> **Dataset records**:
--------------------
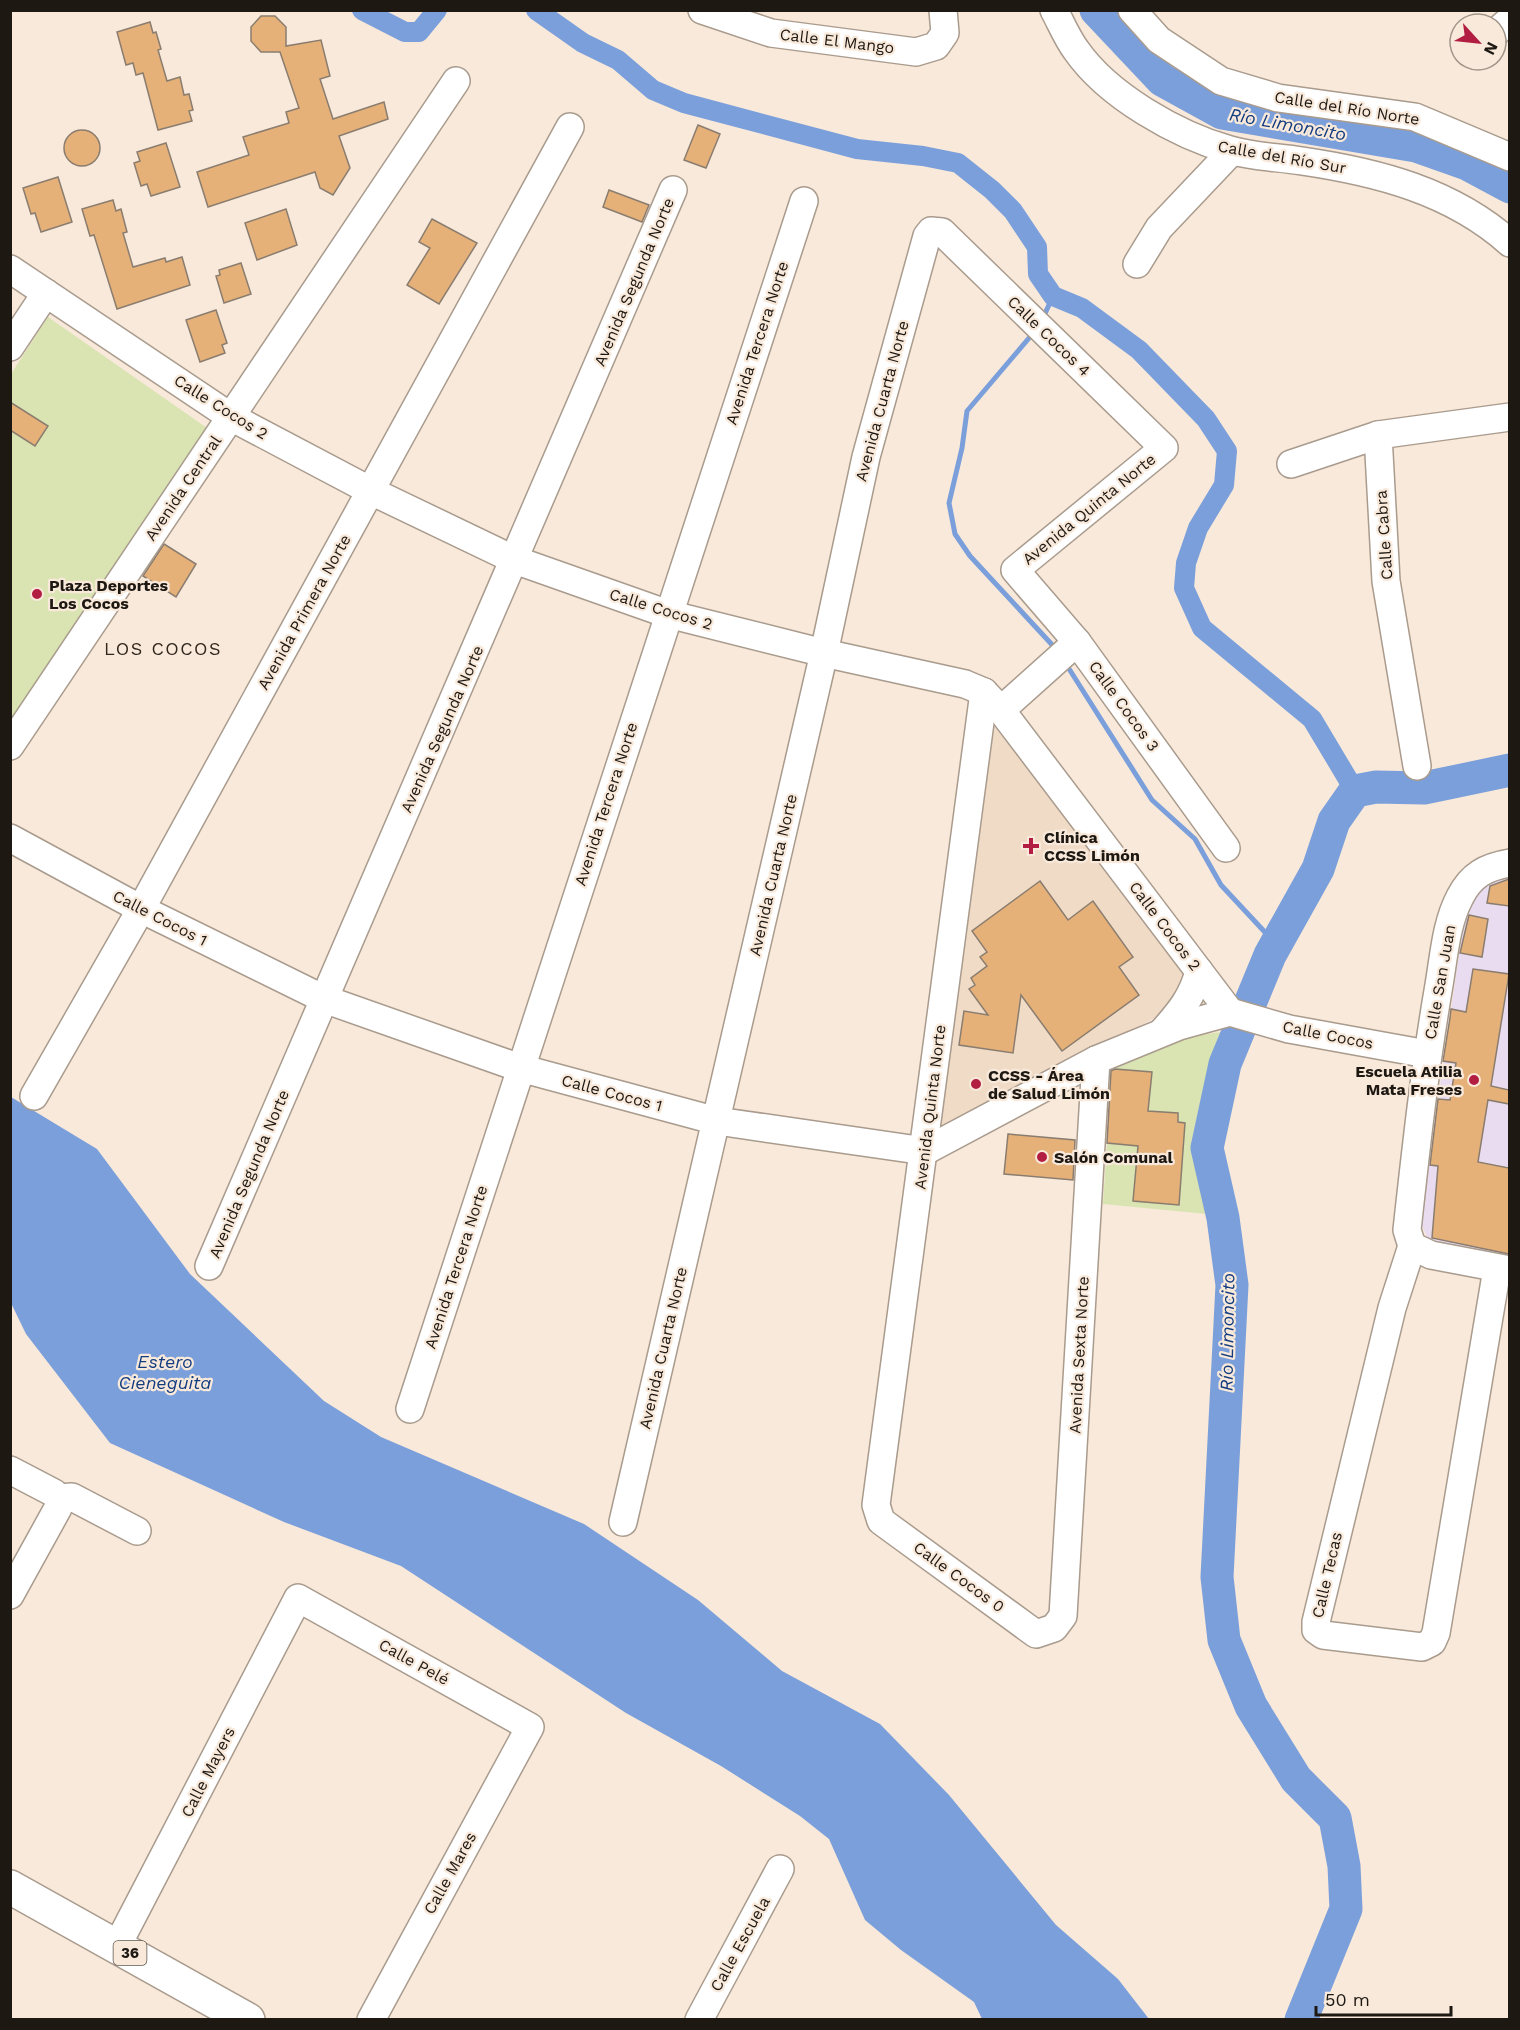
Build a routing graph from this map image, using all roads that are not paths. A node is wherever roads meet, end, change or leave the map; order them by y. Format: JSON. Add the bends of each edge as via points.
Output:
{"nodes":[{"id":1,"x":702,"y":10,"type":"edge"},
{"id":2,"x":942,"y":10,"type":"edge"},
{"id":3,"x":1054,"y":10,"type":"edge"},
{"id":4,"x":1132,"y":10,"type":"edge"},
{"id":5,"x":456,"y":81,"type":"dead end"},
{"id":6,"x":570,"y":127,"type":"dead end"},
{"id":7,"x":1232,"y":151,"type":"junction"},
{"id":8,"x":1509,"y":157,"type":"edge"},
{"id":9,"x":673,"y":190,"type":"dead end"},
{"id":10,"x":804,"y":201,"type":"dead end"},
{"id":11,"x":931,"y":231,"type":"joint"},
{"id":12,"x":1509,"y":243,"type":"edge"},
{"id":13,"x":1137,"y":264,"type":"dead end"},
{"id":14,"x":10,"y":269,"type":"edge"},
{"id":15,"x":46,"y":293,"type":"junction"},
{"id":16,"x":10,"y":346,"type":"edge"},
{"id":17,"x":231,"y":417,"type":"junction"},
{"id":18,"x":1509,"y":417,"type":"edge"},
{"id":19,"x":1377,"y":435,"type":"junction"},
{"id":20,"x":1164,"y":448,"type":"joint"},
{"id":21,"x":1291,"y":464,"type":"dead end"},
{"id":22,"x":371,"y":491,"type":"junction"},
{"id":23,"x":515,"y":560,"type":"junction"},
{"id":24,"x":1015,"y":570,"type":"joint"},
{"id":25,"x":668,"y":614,"type":"junction"},
{"id":26,"x":1077,"y":642,"type":"junction"},
{"id":27,"x":824,"y":653,"type":"junction"},
{"id":28,"x":992,"y":701,"type":"junction"},
{"id":29,"x":10,"y":746,"type":"edge"},
{"id":30,"x":1417,"y":766,"type":"dead end"},
{"id":31,"x":10,"y":838,"type":"edge"},
{"id":32,"x":1226,"y":848,"type":"dead end"},
{"id":33,"x":1509,"y":863,"type":"edge"},
{"id":34,"x":141,"y":909,"type":"junction"},
{"id":35,"x":1199,"y":971,"type":"junction"},
{"id":36,"x":324,"y":999,"type":"junction"},
{"id":37,"x":1230,"y":1012,"type":"junction"},
{"id":38,"x":1163,"y":1032,"type":"junction"},
{"id":39,"x":1427,"y":1054,"type":"junction"},
{"id":40,"x":1096,"y":1060,"type":"junction"},
{"id":41,"x":520,"y":1068,"type":"junction"},
{"id":42,"x":34,"y":1096,"type":"dead end"},
{"id":43,"x":717,"y":1121,"type":"junction"},
{"id":44,"x":925,"y":1151,"type":"junction"},
{"id":45,"x":1412,"y":1246,"type":"junction"},
{"id":46,"x":209,"y":1266,"type":"dead end"},
{"id":47,"x":1503,"y":1270,"type":"edge"},
{"id":48,"x":410,"y":1408,"type":"dead end"},
{"id":49,"x":10,"y":1470,"type":"edge"},
{"id":50,"x":59,"y":1498,"type":"junction"},
{"id":51,"x":881,"y":1521,"type":"joint"},
{"id":52,"x":623,"y":1522,"type":"dead end"},
{"id":53,"x":137,"y":1531,"type":"dead end"},
{"id":54,"x":10,"y":1595,"type":"edge"},
{"id":55,"x":298,"y":1598,"type":"joint"},
{"id":56,"x":1036,"y":1634,"type":"joint"},
{"id":57,"x":530,"y":1727,"type":"joint"},
{"id":58,"x":780,"y":1869,"type":"dead end"},
{"id":59,"x":10,"y":1887,"type":"edge"},
{"id":60,"x":117,"y":1946,"type":"junction"},
{"id":61,"x":248,"y":2019,"type":"edge"},
{"id":62,"x":371,"y":2019,"type":"edge"},
{"id":63,"x":699,"y":2019,"type":"edge"}],
"edges":[{"from":1,"to":2,"type":"street","name":"Calle El Mango","via":[[771,33],[916,52],[936,46],[945,33]]},
{"from":3,"to":7,"type":"street","name":"Calle del Río Sur","via":[[1076,51],[1111,87],[1163,122],[1198,140]]},
{"from":4,"to":8,"type":"street","name":"Calle del Río Norte","via":[[1159,40],[1221,81],[1278,98],[1414,117]]},
{"from":5,"to":17,"type":"street","name":"Avenida Central"},
{"from":6,"to":22,"type":"street","name":"Avenida Primera Norte"},
{"from":7,"to":12,"type":"street","name":"Calle del Río Sur","via":[[1343,167],[1402,183],[1451,201],[1487,223]]},
{"from":7,"to":13,"type":"street","via":[[1159,228]]},
{"from":9,"to":23,"type":"street","name":"Avenida Segunda Norte"},
{"from":10,"to":25,"type":"street","name":"Avenida Tercera Norte"},
{"from":11,"to":20,"type":"street","name":"Calle Cocos 4","via":[[942,232]]},
{"from":11,"to":27,"type":"street","name":"Avenida Cuarta Norte","via":[[866,457]]},
{"from":14,"to":15,"type":"street","name":"Calle Cocos 2"},
{"from":15,"to":16,"type":"street"},
{"from":15,"to":17,"type":"street","name":"Calle Cocos 2"},
{"from":17,"to":22,"type":"street","name":"Calle Cocos 2"},
{"from":17,"to":29,"type":"street","name":"Avenida Central"},
{"from":18,"to":19,"type":"street"},
{"from":19,"to":21,"type":"street"},
{"from":19,"to":30,"type":"street","name":"Calle Cabra","via":[[1386,581]]},
{"from":20,"to":24,"type":"street","name":"Avenida Quinta Norte"},
{"from":22,"to":23,"type":"street","name":"Calle Cocos 2"},
{"from":22,"to":34,"type":"street","name":"Avenida Primera Norte"},
{"from":23,"to":25,"type":"street","name":"Calle Cocos 2"},
{"from":23,"to":36,"type":"street","name":"Avenida Segunda Norte"},
{"from":24,"to":26,"type":"street","name":"Calle Cocos 3"},
{"from":25,"to":27,"type":"street","name":"Calle Cocos 2"},
{"from":25,"to":41,"type":"street","name":"Avenida Tercera Norte"},
{"from":26,"to":28,"type":"street"},
{"from":26,"to":32,"type":"street","name":"Calle Cocos 3"},
{"from":27,"to":28,"type":"street","name":"Calle Cocos 2","via":[[965,684]]},
{"from":27,"to":43,"type":"street","name":"Avenida Cuarta Norte"},
{"from":28,"to":35,"type":"street","name":"Calle Cocos 2"},
{"from":28,"to":44,"type":"street","name":"Avenida Quinta Norte"},
{"from":31,"to":34,"type":"street","name":"Calle Cocos 1"},
{"from":33,"to":39,"type":"street","name":"Calle San Juan","via":[[1488,866],[1473,877],[1460,895],[1451,917]]},
{"from":34,"to":36,"type":"street","name":"Calle Cocos 1"},
{"from":34,"to":42,"type":"street","name":"Avenida Primera Norte"},
{"from":35,"to":37,"type":"street","name":"Calle Cocos 2"},
{"from":35,"to":38,"type":"street","via":[[1184,1007]]},
{"from":36,"to":41,"type":"street","name":"Calle Cocos 1"},
{"from":36,"to":46,"type":"street","name":"Avenida Segunda Norte"},
{"from":37,"to":38,"type":"street"},
{"from":37,"to":39,"type":"street","name":"Calle Cocos","via":[[1288,1029]]},
{"from":38,"to":40,"type":"street"},
{"from":39,"to":45,"type":"street","name":"Calle San Juan","via":[[1407,1230]]},
{"from":40,"to":44,"type":"street"},
{"from":40,"to":56,"type":"street","name":"Avenida Sexta Norte","via":[[1064,1616],[1054,1628]]},
{"from":41,"to":43,"type":"street","name":"Calle Cocos 1"},
{"from":41,"to":48,"type":"street","name":"Avenida Tercera Norte"},
{"from":43,"to":44,"type":"street","name":"Calle Cocos 1"},
{"from":43,"to":52,"type":"street","name":"Avenida Cuarta Norte"},
{"from":44,"to":51,"type":"street","name":"Avenida Quinta Norte","via":[[876,1505]]},
{"from":45,"to":47,"type":"street","via":[[1431,1255]]},
{"from":45,"to":47,"type":"street","name":"Calle Tecas","via":[[1392,1308],[1316,1622],[1316,1630],[1323,1635],[1422,1647],[1432,1642]]},
{"from":49,"to":50,"type":"street"},
{"from":50,"to":53,"type":"street","via":[[72,1497]]},
{"from":50,"to":54,"type":"street","via":[[58,1508]]},
{"from":51,"to":56,"type":"street","name":"Calle Cocos 0"},
{"from":55,"to":57,"type":"street","name":"Calle Pelé"},
{"from":55,"to":60,"type":"street","name":"Calle Mayers"},
{"from":57,"to":62,"type":"street","name":"Calle Mares"},
{"from":58,"to":63,"type":"street","name":"Calle Escuela"},
{"from":59,"to":60,"type":"main road","number":"36"},
{"from":60,"to":61,"type":"main road","number":"36"}]}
--------------------
> **What to produce**:
Report the number of lines in the records that hold "Cuarta" and write no other words.

> **Answer to the problem**:
3